Doha, la ciudad en construcción

Aprovechando la escala de nada más y nada menos 13 horas que hicimos en Doha con la compañía Qatar Airways (en nuestro viaje a Bangkok) decidimos  bajar a ver la ciudad.  Algo acertado puesto que el aeropuerto de esta ciudad, pese al ingente volumen aéreo que soporta, es bastante inhóspito e incómodo para escalas largas y se queda muy pequeño en cuanto a instalaciones e infraestructura se refiere. En este caso se nos unió nuestro compañero de fila de asiento del avión (Max), que tenía una escala aún mayor que la nuestra y un hotel cogido pero que no dudó en venirse con nosotras a explorar la ciudad.

Pese a ser el país con mayor renta per cápita del mundo, en el que se aprecia claramente una riqueza debida al petróleo y la construcción, el trámite de visado no es gratuito (algo que, no obstante, sí ocurre en Dubai), sino que hay que pagar 21 € (julio 2013). Una vez fuera del aeropuerto nos dirigimos a la parada oficial de taxis (bastante baratos por cierto) donde le indicamos al conductor que nos llevase a ver el Museo de Arte Islámico.

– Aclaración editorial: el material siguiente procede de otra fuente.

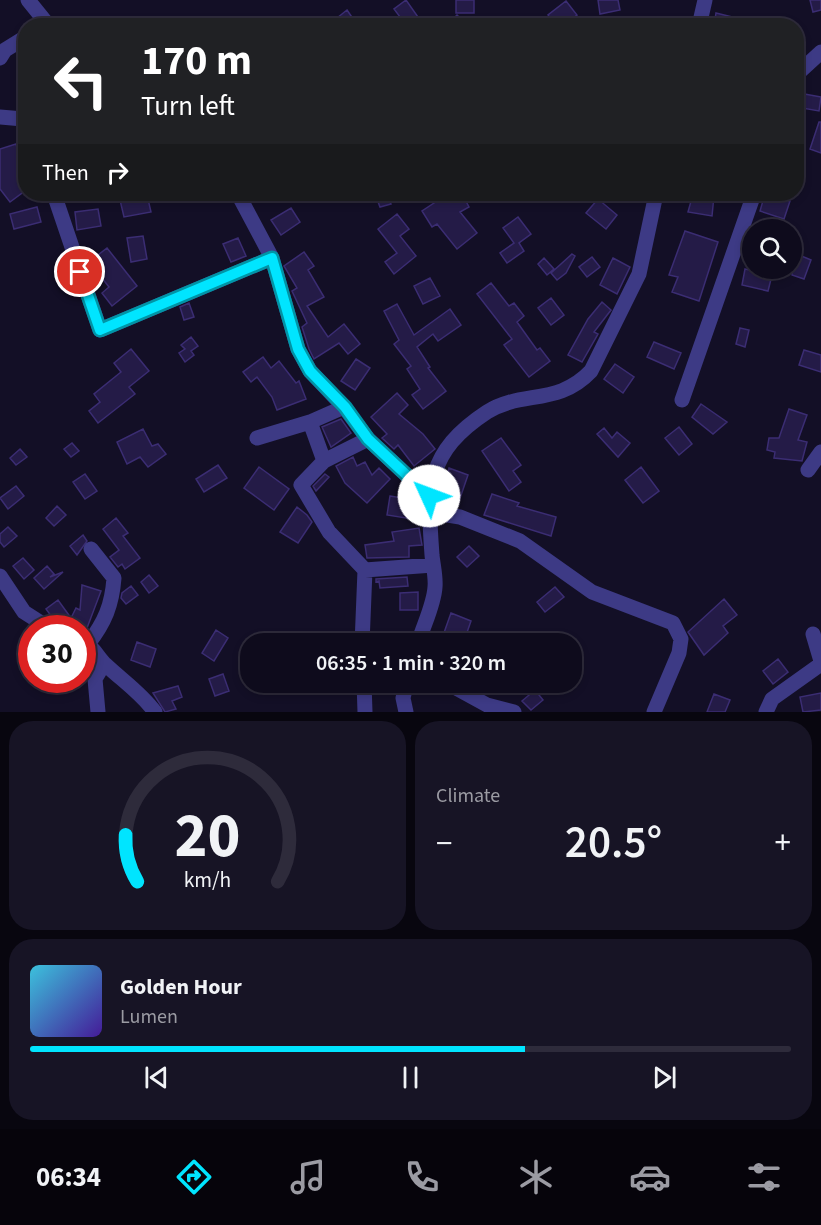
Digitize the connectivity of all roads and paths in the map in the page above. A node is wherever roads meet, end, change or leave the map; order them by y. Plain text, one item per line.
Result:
1 (28, 0) edge
2 (705, 0) edge
3 (42, 18) edge
4 (701, 18) edge
5 (18, 42) edge
6 (821, 52) edge
7 (0, 58) edge
8 (804, 68) edge
9 (0, 117) edge
10 (18, 119) edge
11 (56, 201) edge
12 (242, 201) edge
13 (655, 201) edge
14 (752, 201) edge
15 (272, 258) junction
16 (682, 400) dead end
17 (345, 407) junction
18 (310, 422) junction
19 (257, 438) dead end
20 (368, 439) junction
21 (821, 452) edge
22 (324, 461) junction
23 (808, 470) dead end
24 (429, 504) junction
25 (92, 549) dead end
26 (433, 565) junction
27 (364, 570) junction
28 (0, 576) edge
29 (29, 615) edge
30 (96, 631) edge
31 (362, 633) edge
32 (421, 633) edge
33 (813, 634) dead end
34 (96, 655) edge
35 (821, 662) edge
36 (104, 664) junction
37 (364, 693) edge
38 (404, 693) edge
39 (465, 693) edge
40 (98, 712) edge
41 (155, 712) edge
42 (365, 712) edge
43 (406, 712) edge
44 (514, 712) edge
45 (654, 712) edge
46 (766, 712) edge

1 - 3 street
2 - 4 street
5 - 7 street
6 - 8 street
9 - 10 street
11 - 15 street
12 - 15 street
13 - 24 street
14 - 16 street
15 - 17 street
17 - 18 street
17 - 20 street
18 - 19 street
18 - 22 street
20 - 22 street
20 - 24 street
21 - 23 street
22 - 27 street
24 - 26 street
24 - 45 street
25 - 30 street
26 - 27 street
26 - 32 street
27 - 31 street
28 - 29 street
33 - 35 street
34 - 36 street
35 - 46 street
36 - 40 street
36 - 41 street
37 - 42 street
38 - 43 street
39 - 44 street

Cabe decir que nuestra llegada fue sobre las 19 horas y el recorrido que hicimos fue de noche completamente (hasta la medianoche aproximadamente), y os aseguro que se agradece puesto que el calor es sofocante incluso sin sol. Durante el día la población se resguarda en los centros comerciales, hoteles, coches o edificios en los que el aire acondicionado es su mejor aliado.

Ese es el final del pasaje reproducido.